EXERCISE AIM >> Please restate word for word the lines from the top of the entries through the line that contains "position:absolute; width:77px; margin:-38px;", and do not include any pictures.

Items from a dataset
▬▬▬▬▬▬

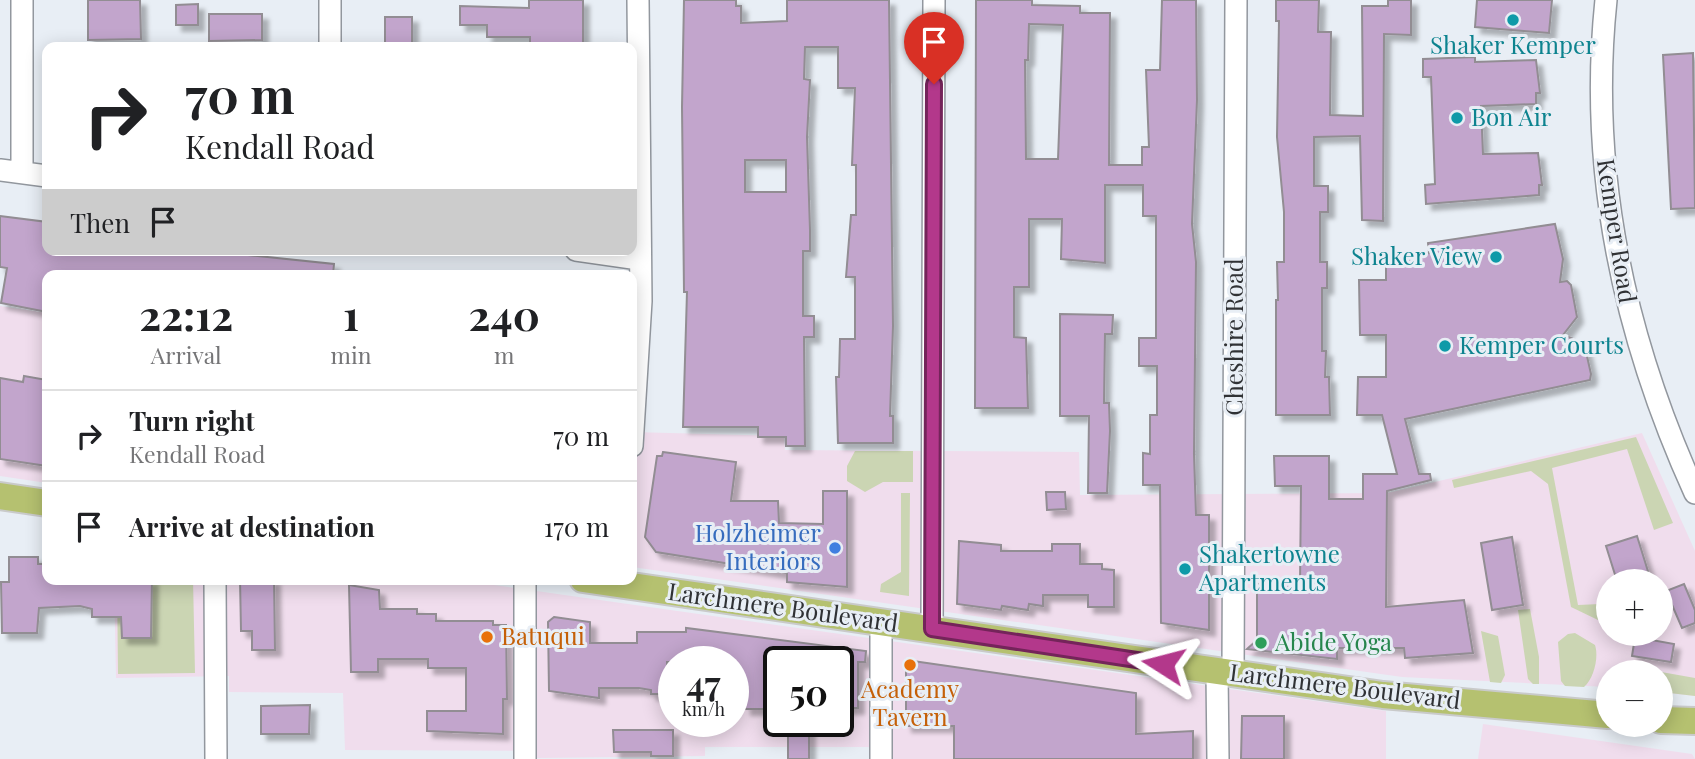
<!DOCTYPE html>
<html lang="en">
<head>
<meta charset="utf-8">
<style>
	body { margin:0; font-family:"Playfair Display",serif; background:#f6f6f6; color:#202124; height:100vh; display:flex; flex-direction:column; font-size:26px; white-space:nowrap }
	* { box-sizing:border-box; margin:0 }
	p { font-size:23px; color:#757577 }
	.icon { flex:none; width:38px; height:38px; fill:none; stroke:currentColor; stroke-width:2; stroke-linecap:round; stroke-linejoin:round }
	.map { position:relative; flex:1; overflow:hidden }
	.side { position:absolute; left:42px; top:270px; width:595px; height:315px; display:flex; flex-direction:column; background:#fff; border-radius:14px; box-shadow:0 4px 18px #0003 }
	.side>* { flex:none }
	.top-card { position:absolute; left:42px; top:42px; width:595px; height:214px; border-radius:14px; box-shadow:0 4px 18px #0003; background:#fff; color:#202124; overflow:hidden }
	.buttons { position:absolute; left:1596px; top:569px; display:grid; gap:14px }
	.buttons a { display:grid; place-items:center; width:77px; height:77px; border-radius:50%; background:#fff; box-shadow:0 4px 18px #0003; font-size:35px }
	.speed { position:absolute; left:658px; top:646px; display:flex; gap:14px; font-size:35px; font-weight:700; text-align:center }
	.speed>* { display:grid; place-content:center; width:91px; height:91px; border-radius:50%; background:#fff; box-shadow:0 4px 18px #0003; line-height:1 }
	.speed small { font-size:18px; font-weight:400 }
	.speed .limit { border:4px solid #111; border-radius:10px; background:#fff; color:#111 }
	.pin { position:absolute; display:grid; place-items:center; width:60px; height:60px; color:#fff; margin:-72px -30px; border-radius:50% 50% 50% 0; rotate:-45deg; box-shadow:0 0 7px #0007 }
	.pin .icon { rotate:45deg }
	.me { position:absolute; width:77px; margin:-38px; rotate:279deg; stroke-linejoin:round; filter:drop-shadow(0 0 5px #0008) }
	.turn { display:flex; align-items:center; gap:24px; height:147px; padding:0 28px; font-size:32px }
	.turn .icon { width:91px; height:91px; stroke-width:2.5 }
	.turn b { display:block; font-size:49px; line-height:60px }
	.then { display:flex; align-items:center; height:66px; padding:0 28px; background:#0003; gap:14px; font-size:26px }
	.eta { display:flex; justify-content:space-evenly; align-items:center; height:119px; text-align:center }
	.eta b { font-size:42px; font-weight:700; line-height:49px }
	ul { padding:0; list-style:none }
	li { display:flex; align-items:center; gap:21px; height:91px; padding:0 28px; border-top:2px solid #e0e0e0 }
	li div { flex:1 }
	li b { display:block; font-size:26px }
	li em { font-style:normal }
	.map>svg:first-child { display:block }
	.commercial { fill:#f0dded; fill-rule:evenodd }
	.green { fill:#cbd5b3 }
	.building { fill:#c2a5cc; stroke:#928d93; stroke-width:2; fill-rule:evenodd; filter:url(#shadow) }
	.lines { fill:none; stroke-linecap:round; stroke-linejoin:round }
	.minor-casing { stroke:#92979e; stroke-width:24 }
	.major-casing { stroke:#c9caca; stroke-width:30 }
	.minor { stroke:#fff; stroke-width:21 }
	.major { stroke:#b5c170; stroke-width:26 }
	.route-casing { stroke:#74245a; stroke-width:18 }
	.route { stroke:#b3388b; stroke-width:12 }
	.culture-dot { fill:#0f9aa8; stroke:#e8eef5; stroke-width:2.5 }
	.shop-dot { fill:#3f7fe0; stroke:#e8eef5; stroke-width:2.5 }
	.food-dot { fill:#e8710a; stroke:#e8eef5; stroke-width:2.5 }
	.leisure-dot { fill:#2e9e5b; stroke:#e8eef5; stroke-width:2.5 }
	.labels { text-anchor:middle; stroke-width:6; stroke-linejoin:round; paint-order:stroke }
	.culture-label { font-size:24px; fill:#0d838f; stroke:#e8eef5; text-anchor:start }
	.street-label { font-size:24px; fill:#303235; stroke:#e8eef5 }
	.shop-label { font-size:24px; fill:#366cbe; stroke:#e8eef5; text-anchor:end }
	.food-label { font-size:24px; fill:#c56008; stroke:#e8eef5; text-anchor:start }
	.leisure-label { font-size:24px; fill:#27864d; stroke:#e8eef5; text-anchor:start }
</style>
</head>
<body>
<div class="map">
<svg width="1695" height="759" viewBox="0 0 1695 759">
	<defs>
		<filter id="shadow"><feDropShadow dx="6" dy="6" stdDeviation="2" flood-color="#0004"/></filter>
	</defs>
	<rect width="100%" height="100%" fill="#e8eef5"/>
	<path class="commercial" d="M 0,306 L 47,313 L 47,483 L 0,476 Z
		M 632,432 L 784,436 L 785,450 L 1079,452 L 1080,495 L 1388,493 L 1642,433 L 1695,551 L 1695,696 L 1661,692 L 1661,672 L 1608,672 L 1608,687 L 1402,677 L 632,567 ZM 1608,581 L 1661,581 L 1661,634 L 1608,634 Z
		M 114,579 L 451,579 L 1386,711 L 1386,759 L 892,759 L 892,749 L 867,747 L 705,747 L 705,756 L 536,758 L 535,751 L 345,750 L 343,693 L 229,692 L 229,676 L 116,678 ZM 674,662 L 733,662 L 733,721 L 674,721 ZM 779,662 L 838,662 L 838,721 L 779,721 Z
		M 1483,724 L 1692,754 L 1695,759 L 1478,759 Z"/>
	<path class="green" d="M 1636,437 L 1673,523 L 1654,530 L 1627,449 L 1552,468 L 1578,605 L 1600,604 L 1598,620 L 1571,607 L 1548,484 L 1531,471 L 1454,488 L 1452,480 Z
		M 855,451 L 913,451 L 913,482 L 883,482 L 865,492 L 847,481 L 847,466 Z
		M 901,493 L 910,493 L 909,596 L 880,592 L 881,584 L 901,572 Z
		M 117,579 L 193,579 L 195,673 L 118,674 Z
		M 1530,609 L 1539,657 L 1539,684 L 1533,684 L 1528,679 L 1518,610 Z
		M 1481,631 L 1498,636 L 1505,675 L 1501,683 L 1490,682 Z
		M 1575,633 L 1595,645 C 1599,657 1594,678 1584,687 L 1565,686 L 1561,681 L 1558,642 L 1568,634 Z
		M 1622,665 L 1695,678 L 1695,696 L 1661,692 L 1661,672 L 1621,672 Z"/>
	<path class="building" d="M 88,0 L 140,0 L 141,39 L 88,40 Z
		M 529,0 L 583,0 L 583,43 L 530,43 L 530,37 L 487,37 L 487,25 L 460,25 L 460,6 L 529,8 Z
		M 684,0 L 736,0 L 736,6 L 741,6 L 741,23 L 787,21 L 787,0 L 889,0 L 893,326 L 890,416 L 893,416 L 893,443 L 838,443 L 836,377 L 839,377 L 840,339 L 855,339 L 855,277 L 846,277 L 851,215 L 856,215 L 856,165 L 852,165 L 855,88 L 838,88 L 838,47 L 805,47 L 804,79 L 810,80 L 807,137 L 810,230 L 810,251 L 803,251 L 803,316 L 814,316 L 814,337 L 804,337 L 805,446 L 786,446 L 786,437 L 758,437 L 758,427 L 683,427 L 687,292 L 684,292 L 682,107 ZM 745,160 L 786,160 L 786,192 L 745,192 Z
		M 976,0 L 1032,0 L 1032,5 L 1080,6 L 1080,13 L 1110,13 L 1109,165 L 1142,165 L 1142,147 L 1149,147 L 1146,70 L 1160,70 L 1162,0 L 1196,0 L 1197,100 L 1192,224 L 1196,262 L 1194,454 L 1196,515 L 1209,515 L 1209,630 L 1161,623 L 1160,485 L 1143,485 L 1143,453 L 1150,454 L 1150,415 L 1157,415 L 1157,366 L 1139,366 L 1139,338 L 1156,338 L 1156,216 L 1143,216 L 1143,185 L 1105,185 L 1105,263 L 1061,259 L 1062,219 L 1029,219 L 1029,287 L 1014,287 L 1014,337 L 1026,338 L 1028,408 L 975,408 ZM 1029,24 L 1063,25 L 1058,159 L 1026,159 L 1025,60 L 1028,60 Z
		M 1276,0 L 1319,0 L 1318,32 L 1331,32 L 1330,115 L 1363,116 L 1362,6 L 1388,6 L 1388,0 L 1411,0 L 1411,35 L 1384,34 L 1383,221 L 1362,220 L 1360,136 L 1314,137 L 1314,186 L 1328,186 L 1328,212 L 1320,212 L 1320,262 L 1327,262 L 1327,288 L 1322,288 L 1322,351 L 1326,351 L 1325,377 L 1329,377 L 1330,415 L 1276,415 L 1276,300 L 1278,300 L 1277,262 L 1284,262 L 1284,212 L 1277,137 L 1279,21 L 1276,21 Z
		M 1477,0 L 1552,0 L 1549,33 L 1475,27 Z
		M 198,4 L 198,25 L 176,25 L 176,5 Z
		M 209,14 L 262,14 L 262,40 L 209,41 Z
		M 385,17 L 412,17 L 412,43 L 385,43 Z
		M 1693,53 L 1695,208 L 1671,209 L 1663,55 Z
		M 1475,57 L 1475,62 L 1536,60 L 1540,93 L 1536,93 L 1536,104 L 1481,106 L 1483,154 L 1538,153 L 1542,185 L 1539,185 L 1539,195 L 1426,204 L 1425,185 L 1435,184 L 1431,77 L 1423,77 L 1423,59 Z
		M 0,216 L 47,222 L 47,250 L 239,250 L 239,254 L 334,264 L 333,275 L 47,275 L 47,312 L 1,303 L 7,268 L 0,267 Z
		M 1555,224 L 1563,259 L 1560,282 L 1567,281 L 1571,285 L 1577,317 L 1563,335 L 1584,343 L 1591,374 L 1590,380 L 1405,419 L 1419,474 L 1430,474 L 1431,480 L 1387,491 L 1386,607 L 1464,600 L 1473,653 L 1405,658 L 1404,648 L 1337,648 L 1337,659 L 1247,649 L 1257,640 L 1257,584 L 1300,584 L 1301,486 L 1275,486 L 1274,456 L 1329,456 L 1329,499 L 1363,499 L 1363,474 L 1397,474 L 1382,415 L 1357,415 L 1358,377 L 1386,377 L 1386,335 L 1360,335 L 1359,280 L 1386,280 L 1386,258 L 1429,253 L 1428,243 Z
		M 1060,314 L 1113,315 L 1112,334 L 1105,334 L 1104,403 L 1109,403 L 1110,431 L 1107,493 L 1088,493 L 1089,416 L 1060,416 Z
		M 24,376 L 47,380 L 47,466 L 0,459 L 0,378 L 23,382 Z
		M 663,452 L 736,462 L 731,501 L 778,501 L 779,523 L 823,524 L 823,491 L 847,491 L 847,587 L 787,582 L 787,573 L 656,552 L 645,537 L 657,456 L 662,456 Z
		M 1046,492 L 1065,492 L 1066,509 L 1047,510 Z
		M 1637,536 L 1651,581 L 1617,581 L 1606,546 Z
		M 1512,537 L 1523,605 L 1492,610 L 1481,543 Z
		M 959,541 L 1001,545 L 1001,551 L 1052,551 L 1052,544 L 1080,544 L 1080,564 L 1102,564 L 1102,569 L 1114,570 L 1114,607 L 1088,607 L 1088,595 L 1043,595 L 1043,606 L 1029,604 L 1028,610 L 1002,606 L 1001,610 L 957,604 Z
		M 9,557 L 38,557 L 38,564 L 47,564 L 47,579 L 152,579 L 151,638 L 122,638 L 121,617 L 92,617 L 92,609 L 80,606 L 39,608 L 37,633 L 2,633 L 1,582 L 9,582 Z
		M 240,579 L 274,579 L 275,650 L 252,650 L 252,631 L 241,631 Z
		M 1684,584 L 1695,610 L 1695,623 L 1682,628 L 1666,591 Z
		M 349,585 L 379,590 L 380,609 L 417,609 L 417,614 L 436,614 L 436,621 L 493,621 L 493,625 L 506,625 L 507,699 L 503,699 L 503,734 L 427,731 L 427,711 L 466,711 L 466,668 L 428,668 L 428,659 L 378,659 L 378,672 L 351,672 Z
		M 554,617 L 590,622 L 590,643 L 637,643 L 637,632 L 686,632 L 686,628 L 866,651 L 865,662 L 858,662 L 858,708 L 838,708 L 838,662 L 779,662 L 779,709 L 745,709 L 745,701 L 733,697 L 733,662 L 667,662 L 667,694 L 651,694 L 651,690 L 639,688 L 599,688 L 599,698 L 549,691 L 548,622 Z
		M 1635,637 L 1674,644 L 1671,662 L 1632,656 Z
		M 906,660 L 1136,693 L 1136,734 L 1193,731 L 1193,759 L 954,759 L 954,726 L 906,726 Z
		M 310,705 L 309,734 L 261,734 L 261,706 Z
		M 1242,716 L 1284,716 L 1284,759 L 1241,759 Z
		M 788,721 L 809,721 L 809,759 L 788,759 Z
		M 613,730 L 673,730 L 673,756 L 651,756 L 651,752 L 614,752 Z"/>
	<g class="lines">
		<g class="minor-casing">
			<path id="minor" d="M 22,0 L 22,172
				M 1606,0 C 1588,172 1624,337 1695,493
				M 330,47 L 330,0
				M 0,170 L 47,176
				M 576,250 L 639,259
				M 632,446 L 641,301 L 638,0
				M 215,579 L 216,759
				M 525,579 L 525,759
				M 932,630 L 934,0
				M 1217,672 L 1218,759
				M 1233,674 L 1236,0
				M 881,759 L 881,622"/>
		</g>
		<g class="major-casing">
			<path id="major" d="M 0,496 L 47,503
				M 583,579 L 1383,695 L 1608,715
				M 1661,720 L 1695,721"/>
		</g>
		<use href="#minor" class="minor"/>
		<use href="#major" class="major"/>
	</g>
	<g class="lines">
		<g class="route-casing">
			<path id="route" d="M 934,84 L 932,629 L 1163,664"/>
		</g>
		<use href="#route" class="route"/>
	</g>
	<g class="culture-dot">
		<circle cx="1513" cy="20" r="7"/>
		<circle cx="1457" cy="118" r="7"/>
		<circle cx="1496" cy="257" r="7"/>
		<circle cx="1445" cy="346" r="7"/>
		<circle cx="1185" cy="569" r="7"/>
	</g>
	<circle class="shop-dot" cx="835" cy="548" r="7"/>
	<g class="food-dot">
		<circle cx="487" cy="637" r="7"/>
		<circle cx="910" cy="665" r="7"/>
	</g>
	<circle class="leisure-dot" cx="1261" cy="643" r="7"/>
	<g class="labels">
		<g class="culture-label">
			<text x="1513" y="54" text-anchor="middle">Shaker Kemper</text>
			<text x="1471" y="126">Bon Air</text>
			<text x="1482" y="265" text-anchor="end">Shaker View</text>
			<text x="1459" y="354">Kemper Courts</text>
			<text x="1199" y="563">Shakertowne<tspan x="1199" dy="28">Apartments</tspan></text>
		</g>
		<g class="street-label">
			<text transform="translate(1616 231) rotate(81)" y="8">Kemper Road</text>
			<text transform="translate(1235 337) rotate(-90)" y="8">Cheshire Road</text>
			<text transform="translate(783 608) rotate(8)" y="8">Larchmere Boulevard</text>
			<text transform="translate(1345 687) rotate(7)" y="8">Larchmere Boulevard</text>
		</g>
		<g class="shop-label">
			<text x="821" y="542">Holzheimer<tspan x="821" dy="28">Interiors</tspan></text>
		</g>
		<g class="food-label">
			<text x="501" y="645">Batuqui</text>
			<text x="910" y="698" text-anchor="middle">Academy<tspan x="910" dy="28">Tavern</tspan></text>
		</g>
		<g class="leisure-label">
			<text x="1275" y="651">Abide Yoga</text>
		</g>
	</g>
</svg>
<div class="buttons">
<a>+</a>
<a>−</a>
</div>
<div class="speed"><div>47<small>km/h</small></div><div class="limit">50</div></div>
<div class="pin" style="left:934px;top:84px;background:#d93025"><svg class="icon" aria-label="arrive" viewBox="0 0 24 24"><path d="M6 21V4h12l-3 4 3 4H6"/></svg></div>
<svg class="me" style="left:1163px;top:664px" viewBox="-20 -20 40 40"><path d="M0-17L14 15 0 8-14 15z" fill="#b3388b" stroke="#fff" stroke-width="4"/></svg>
<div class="top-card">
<div class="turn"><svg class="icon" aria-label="right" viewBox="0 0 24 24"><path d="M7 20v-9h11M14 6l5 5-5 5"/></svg><div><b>70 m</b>Kendall Road</div></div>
<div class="then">Then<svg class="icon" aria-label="arrive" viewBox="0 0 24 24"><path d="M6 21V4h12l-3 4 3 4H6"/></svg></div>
</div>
<section class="side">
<div class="eta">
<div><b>22:12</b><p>Arrival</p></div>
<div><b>1</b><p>min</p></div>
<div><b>240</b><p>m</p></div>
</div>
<ul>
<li><svg class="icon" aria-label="right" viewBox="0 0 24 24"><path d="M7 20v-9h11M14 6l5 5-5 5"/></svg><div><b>Turn right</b><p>Kendall Road</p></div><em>70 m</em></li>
<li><svg class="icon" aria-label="arrive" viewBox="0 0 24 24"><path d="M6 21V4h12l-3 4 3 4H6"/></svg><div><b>Arrive at destination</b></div><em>170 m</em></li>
</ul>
</section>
</div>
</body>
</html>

▬▬▬▬▬▬

REPLY >>
<!DOCTYPE html>
<html lang="en">
<head>
<meta charset="utf-8">
<style>
	body { margin:0; font-family:"Playfair Display",serif; background:#f6f6f6; color:#202124; height:100vh; display:flex; flex-direction:column; font-size:26px; white-space:nowrap }
	* { box-sizing:border-box; margin:0 }
	p { font-size:23px; color:#757577 }
	.icon { flex:none; width:38px; height:38px; fill:none; stroke:currentColor; stroke-width:2; stroke-linecap:round; stroke-linejoin:round }
	.map { position:relative; flex:1; overflow:hidden }
	.side { position:absolute; left:42px; top:270px; width:595px; height:315px; display:flex; flex-direction:column; background:#fff; border-radius:14px; box-shadow:0 4px 18px #0003 }
	.side>* { flex:none }
	.top-card { position:absolute; left:42px; top:42px; width:595px; height:214px; border-radius:14px; box-shadow:0 4px 18px #0003; background:#fff; color:#202124; overflow:hidden }
	.buttons { position:absolute; left:1596px; top:569px; display:grid; gap:14px }
	.buttons a { display:grid; place-items:center; width:77px; height:77px; border-radius:50%; background:#fff; box-shadow:0 4px 18px #0003; font-size:35px }
	.speed { position:absolute; left:658px; top:646px; display:flex; gap:14px; font-size:35px; font-weight:700; text-align:center }
	.speed>* { display:grid; place-content:center; width:91px; height:91px; border-radius:50%; background:#fff; box-shadow:0 4px 18px #0003; line-height:1 }
	.speed small { font-size:18px; font-weight:400 }
	.speed .limit { border:4px solid #111; border-radius:10px; background:#fff; color:#111 }
	.pin { position:absolute; display:grid; place-items:center; width:60px; height:60px; color:#fff; margin:-72px -30px; border-radius:50% 50% 50% 0; rotate:-45deg; box-shadow:0 0 7px #0007 }
	.pin .icon { rotate:45deg }
	.me { position:absolute; width:77px; margin:-38px; rotate:279deg; stroke-linejoin:round; filter:drop-shadow(0 0 5px #0008) }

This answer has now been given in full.